*Aim of the task*
In the lines below, output everything from the first line through the line containing "0 #443f42) drop-shadow(-2px" exactly as it is. Pictures are not part of the output.

*Supplied material*

========================================================================

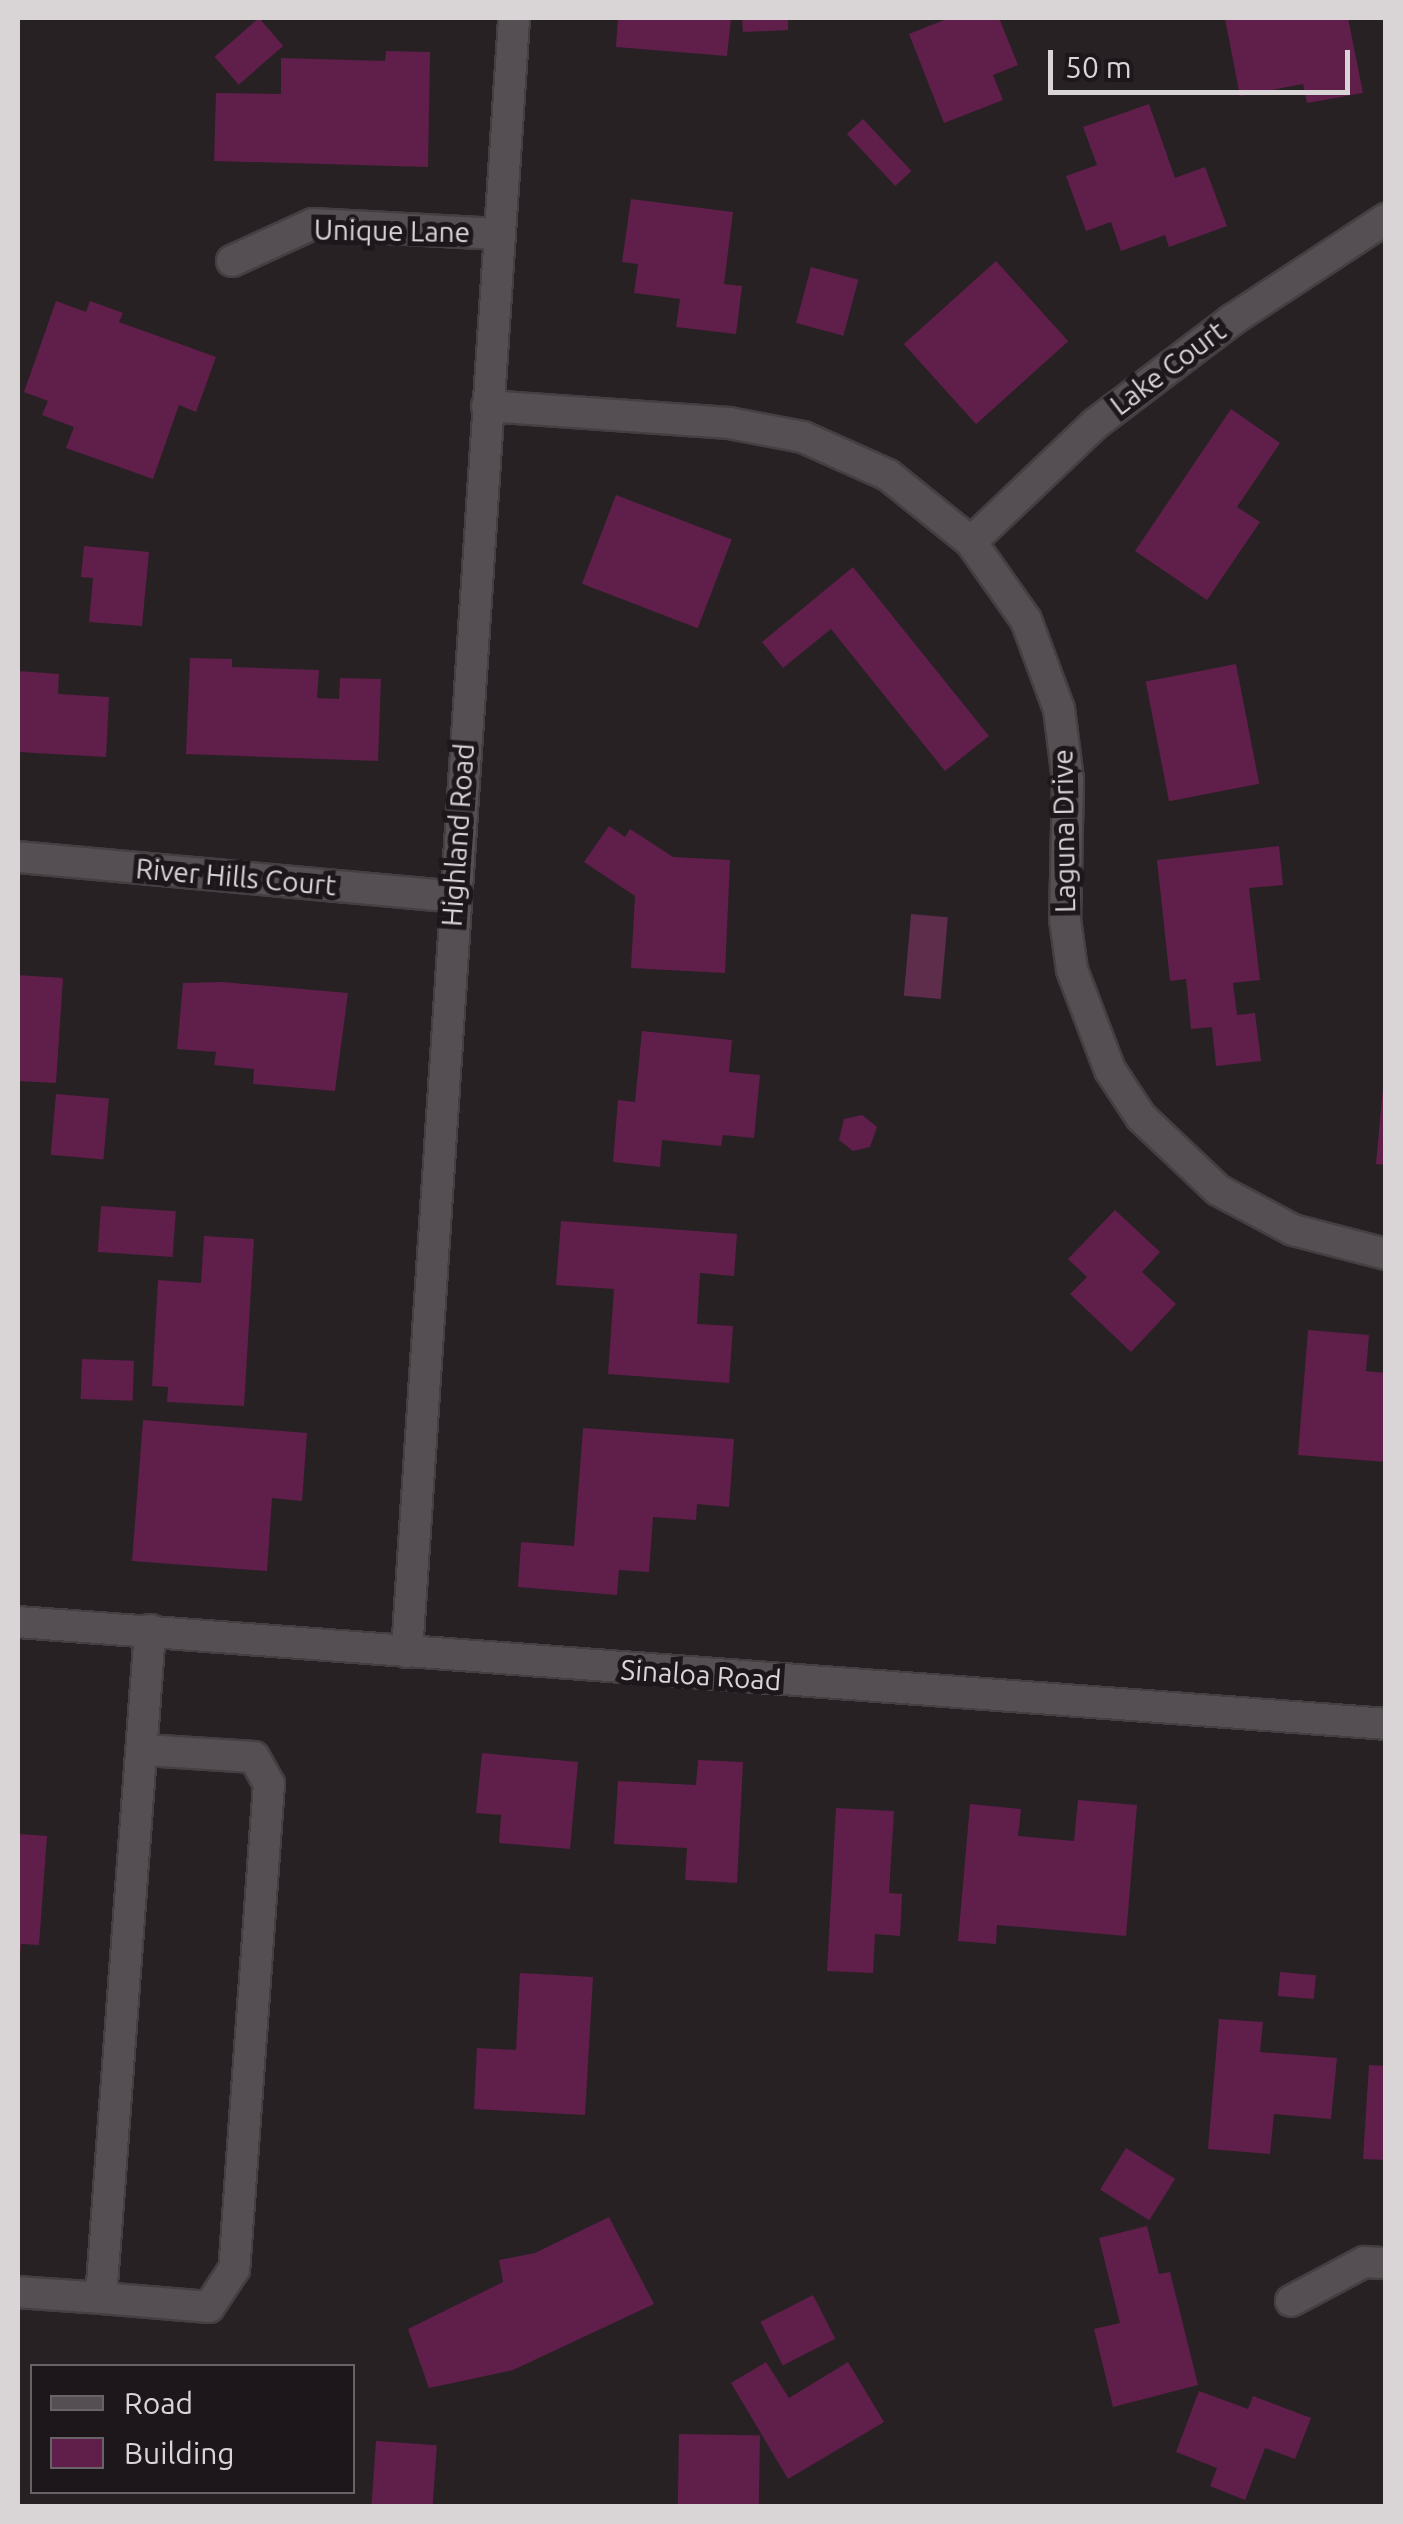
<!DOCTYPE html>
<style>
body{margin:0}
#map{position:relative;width:1403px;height:2524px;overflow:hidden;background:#272124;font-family:Ubuntu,sans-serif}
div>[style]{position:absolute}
.green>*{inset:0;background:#5d2d4b;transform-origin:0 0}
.building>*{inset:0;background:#601e4a;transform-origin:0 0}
.roads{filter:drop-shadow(2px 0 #443f42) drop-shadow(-2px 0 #443f42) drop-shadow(0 2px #443f42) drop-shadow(0 -2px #443f42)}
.minor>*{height:30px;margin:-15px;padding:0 15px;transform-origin:15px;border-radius:15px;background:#554e52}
span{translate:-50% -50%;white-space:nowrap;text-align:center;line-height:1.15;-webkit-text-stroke:10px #1d171b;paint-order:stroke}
.street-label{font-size:28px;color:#d9d5d7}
.frame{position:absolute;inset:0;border:20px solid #d9d5d7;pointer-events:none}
.legend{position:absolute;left:30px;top:2364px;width:325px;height:130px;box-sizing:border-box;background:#1d171b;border:2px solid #686366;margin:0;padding:12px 18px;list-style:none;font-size:30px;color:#d9d5d7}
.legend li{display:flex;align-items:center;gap:20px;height:50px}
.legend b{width:50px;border:2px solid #686366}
.scale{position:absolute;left:1048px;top:50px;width:302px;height:45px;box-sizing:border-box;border:5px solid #d9d5d7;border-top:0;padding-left:12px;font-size:30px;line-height:35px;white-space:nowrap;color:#d9d5d7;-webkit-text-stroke:8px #1d171b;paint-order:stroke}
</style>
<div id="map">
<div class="green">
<div style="left:911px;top:914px;width:37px;height:82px;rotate:5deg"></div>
</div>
<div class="building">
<div style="left:259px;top:18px;width:37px;height:59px;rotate:49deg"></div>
<div style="clip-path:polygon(618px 18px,731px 18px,727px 56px,616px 47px)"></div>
<div style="clip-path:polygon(742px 18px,788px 18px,788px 30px,743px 32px)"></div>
<div style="clip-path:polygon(949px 18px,999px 18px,1018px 65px,993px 75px,1003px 100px,944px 123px,909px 34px)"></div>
<div style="clip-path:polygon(1230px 18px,1348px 18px,1363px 93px,1307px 103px,1303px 84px,1240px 96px,1225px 19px)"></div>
<div style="clip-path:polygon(386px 51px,430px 52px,428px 167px,214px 161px,216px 93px,281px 94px,281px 58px,385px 61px)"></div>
<div style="clip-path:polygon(1149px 104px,1175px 178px,1205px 167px,1227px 226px,1169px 247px,1165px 235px,1121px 251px,1111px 222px,1086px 231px,1066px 176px,1097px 165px,1083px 127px)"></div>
<div style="left:863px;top:119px;width:71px;height:22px;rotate:47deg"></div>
<div style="clip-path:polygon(631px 199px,733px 212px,724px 284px,742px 286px,736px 334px,676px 327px,680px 299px,634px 293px,638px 264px,622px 262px)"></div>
<div style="left:996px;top:261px;width:108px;height:124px;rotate:48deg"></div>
<div style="left:811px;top:267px;width:49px;height:58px;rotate:15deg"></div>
<div style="clip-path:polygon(56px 301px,86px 312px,90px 301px,123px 313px,119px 322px,216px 357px,196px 412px,179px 405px,153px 479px,66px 448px,74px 427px,42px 415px,48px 401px,24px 392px)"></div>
<div style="clip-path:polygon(1231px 409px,1280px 443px,1237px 507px,1260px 522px,1207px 600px,1135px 551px)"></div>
<div style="left:616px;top:495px;width:124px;height:95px;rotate:21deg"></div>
<div style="clip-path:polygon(84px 546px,149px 552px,142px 626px,89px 622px,93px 578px,81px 577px)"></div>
<div style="clip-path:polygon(853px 567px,989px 736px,945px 771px,831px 629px,783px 668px,762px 642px)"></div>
<div style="clip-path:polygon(190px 658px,232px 659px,232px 667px,319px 670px,317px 698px,339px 699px,340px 678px,381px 679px,378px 761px,186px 754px)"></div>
<div style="left:1236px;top:664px;width:122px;height:92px;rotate:79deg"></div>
<div style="clip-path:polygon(18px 671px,59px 674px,58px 694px,109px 697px,106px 757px,18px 752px)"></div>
<div style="clip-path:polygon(609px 826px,625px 837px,630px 829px,673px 857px,730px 860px,725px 973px,631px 968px,635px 896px,584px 862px)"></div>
<div style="clip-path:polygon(1279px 846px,1283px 885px,1249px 888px,1260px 980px,1233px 983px,1237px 1015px,1255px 1013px,1261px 1061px,1216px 1066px,1212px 1027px,1191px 1029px,1186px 979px,1170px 981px,1157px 860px)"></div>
<div style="clip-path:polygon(18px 975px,63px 978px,56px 1083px,18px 1081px)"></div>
<div style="clip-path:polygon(222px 982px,348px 993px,335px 1091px,253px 1084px,254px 1069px,214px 1065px,216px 1052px,177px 1049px,183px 983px)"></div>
<div style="clip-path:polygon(642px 1031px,732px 1040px,729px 1072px,760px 1075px,754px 1138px,723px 1135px,721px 1146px,662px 1140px,660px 1167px,613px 1162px,618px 1100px,635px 1102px)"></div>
<div style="clip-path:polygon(1383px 1087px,1386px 1087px,1386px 1165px,1376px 1164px)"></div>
<div style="left:56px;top:1094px;width:53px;height:61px;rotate:5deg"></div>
<div style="clip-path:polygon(862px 1115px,877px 1127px,870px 1147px,853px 1151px,839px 1140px,844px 1119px)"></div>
<div style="left:101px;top:1206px;width:75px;height:46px;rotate:4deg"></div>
<div style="clip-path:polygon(1115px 1210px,1160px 1252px,1142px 1272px,1176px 1304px,1131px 1352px,1070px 1294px,1087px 1277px,1068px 1259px)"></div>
<div style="clip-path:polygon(561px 1221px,737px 1234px,734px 1276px,700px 1273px,697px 1324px,733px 1326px,729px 1383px,608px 1374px,614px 1289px,556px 1285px)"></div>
<div style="clip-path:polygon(204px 1236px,254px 1239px,244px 1406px,167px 1402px,168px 1387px,152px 1386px,158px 1280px,201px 1283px)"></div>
<div style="clip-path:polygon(1308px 1330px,1369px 1335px,1366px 1371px,1386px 1373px,1386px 1462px,1298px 1455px)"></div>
<div style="left:82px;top:1359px;width:52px;height:40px;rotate:2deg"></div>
<div style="clip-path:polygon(143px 1420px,307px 1433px,302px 1501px,272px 1498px,267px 1571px,132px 1561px)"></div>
<div style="clip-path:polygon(583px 1428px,734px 1439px,729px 1507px,697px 1504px,696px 1520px,653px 1517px,649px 1572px,619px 1570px,617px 1595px,518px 1587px,521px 1542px,574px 1546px)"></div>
<div style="clip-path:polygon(482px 1753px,578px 1762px,570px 1849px,499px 1843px,501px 1815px,476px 1813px)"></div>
<div style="clip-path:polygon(698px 1760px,743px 1762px,737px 1883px,685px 1880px,687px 1848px,614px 1844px,618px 1781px,696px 1785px)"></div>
<div style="clip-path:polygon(1078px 1800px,1137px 1805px,1126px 1936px,997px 1925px,996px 1944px,958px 1941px,970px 1804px,1021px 1809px,1018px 1836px,1074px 1841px)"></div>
<div style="clip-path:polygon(836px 1808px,894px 1811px,889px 1893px,902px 1894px,900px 1936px,875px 1934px,873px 1973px,827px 1971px)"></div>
<div style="clip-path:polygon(18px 1834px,47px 1836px,39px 1945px,21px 1944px,20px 1957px)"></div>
<div style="left:1280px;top:1972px;width:36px;height:24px;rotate:5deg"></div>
<div style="clip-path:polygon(520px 1973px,593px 1977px,585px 2115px,474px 2109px,477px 2048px,516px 2050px)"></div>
<div style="clip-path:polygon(1219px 2019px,1263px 2022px,1260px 2052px,1337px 2058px,1331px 2119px,1274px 2114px,1270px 2154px,1208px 2149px)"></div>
<div style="clip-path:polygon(1369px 2065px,1386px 2066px,1386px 2160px,1363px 2159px)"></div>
<div style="left:1126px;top:2148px;width:58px;height:49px;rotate:32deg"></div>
<div style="clip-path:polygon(609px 2217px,654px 2304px,513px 2370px,429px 2388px,408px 2329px,503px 2282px,499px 2260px,535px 2253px)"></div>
<div style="clip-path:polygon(1147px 2226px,1159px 2274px,1170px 2272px,1198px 2385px,1113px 2407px,1094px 2329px,1120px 2323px,1099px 2238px)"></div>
<div style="left:813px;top:2295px;width:49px;height:59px;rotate:63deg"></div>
<div style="clip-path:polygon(766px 2362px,789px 2398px,848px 2362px,884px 2422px,788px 2479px,731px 2383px)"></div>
<div style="clip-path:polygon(1199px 2391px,1248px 2409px,1253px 2396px,1311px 2418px,1295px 2459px,1265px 2448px,1245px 2500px,1210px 2486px,1217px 2468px,1176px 2452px)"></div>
<div style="left:679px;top:2434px;width:81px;height:70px;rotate:1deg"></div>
<div style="left:376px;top:2441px;width:61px;height:65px;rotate:4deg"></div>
</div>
<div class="roads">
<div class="minor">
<div style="left:232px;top:261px;width:89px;rotate:-24.6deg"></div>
<div style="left:313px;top:224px;width:186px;rotate:3.1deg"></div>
<div style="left:487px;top:406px;width:243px;rotate:4deg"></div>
<div style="left:729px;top:423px;width:75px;rotate:10.7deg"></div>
<div style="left:803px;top:437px;width:93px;rotate:24.1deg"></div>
<div style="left:888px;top:475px;width:107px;rotate:38.9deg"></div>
<div style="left:971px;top:542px;width:95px;rotate:54.8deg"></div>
<div style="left:1026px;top:620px;width:95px;rotate:69.7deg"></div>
<div style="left:1059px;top:709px;width:72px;rotate:82.8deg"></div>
<div style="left:1068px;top:780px;width:139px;rotate:91.2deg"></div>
<div style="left:1065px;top:919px;width:51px;rotate:82.2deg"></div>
<div style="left:1072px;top:970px;width:107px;rotate:69.2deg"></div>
<div style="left:1110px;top:1070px;width:56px;rotate:56.6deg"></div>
<div style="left:1141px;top:1117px;width:106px;rotate:43.5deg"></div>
<div style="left:1218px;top:1190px;width:85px;rotate:28.1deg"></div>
<div style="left:1293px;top:1230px;width:96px;rotate:14.5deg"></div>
<div style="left:971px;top:542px;width:171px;rotate:-43.6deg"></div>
<div style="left:1095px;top:424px;width:172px;rotate:-37.2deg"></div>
<div style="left:1232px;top:320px;width:184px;rotate:-33.3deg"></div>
<div style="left:18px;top:857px;width:438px;rotate:5.2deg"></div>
<div style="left:18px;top:1622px;width:1372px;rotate:4.26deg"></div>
<div style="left:407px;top:1652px;width:1637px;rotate:-86.25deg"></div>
<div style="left:145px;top:1750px;width:109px;rotate:3.7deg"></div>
<div style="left:254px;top:1757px;width:31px;rotate:61deg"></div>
<div style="left:269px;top:1784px;width:486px;rotate:94.1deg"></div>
<div style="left:234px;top:2269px;width:45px;rotate:123.3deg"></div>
<div style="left:209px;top:2307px;width:108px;rotate:-175.2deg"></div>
<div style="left:101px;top:2298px;width:670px;rotate:-85.8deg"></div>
<div style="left:18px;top:2292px;width:83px;rotate:4.1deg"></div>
<div style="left:1291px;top:2301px;width:83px;rotate:-28.1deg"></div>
<div style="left:1364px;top:2262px;width:22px;rotate:3deg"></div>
</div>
</div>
<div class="street-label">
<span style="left:392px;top:231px;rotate:1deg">Unique Lane</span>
<span style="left:1168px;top:368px;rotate:-37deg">Lake Court</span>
<span style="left:1064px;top:831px;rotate:-91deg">Laguna Drive</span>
<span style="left:458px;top:835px;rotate:-86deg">Highland Road</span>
<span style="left:236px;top:877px;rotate:5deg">River Hills Court</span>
<span style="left:701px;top:1675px;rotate:4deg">Sinaloa Road</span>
</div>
<div class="frame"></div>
<ul class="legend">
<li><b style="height:12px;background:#554e52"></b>Road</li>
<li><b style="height:28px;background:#601e4a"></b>Building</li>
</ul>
<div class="scale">50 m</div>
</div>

========================================================================

*The answer*
<!DOCTYPE html>
<style>
body{margin:0}
#map{position:relative;width:1403px;height:2524px;overflow:hidden;background:#272124;font-family:Ubuntu,sans-serif}
div>[style]{position:absolute}
.green>*{inset:0;background:#5d2d4b;transform-origin:0 0}
.building>*{inset:0;background:#601e4a;transform-origin:0 0}
.roads{filter:drop-shadow(2px 0 #443f42) drop-shadow(-2px 0 #443f42) drop-shadow(0 2px #443f42) drop-shadow(0 -2px #443f42)}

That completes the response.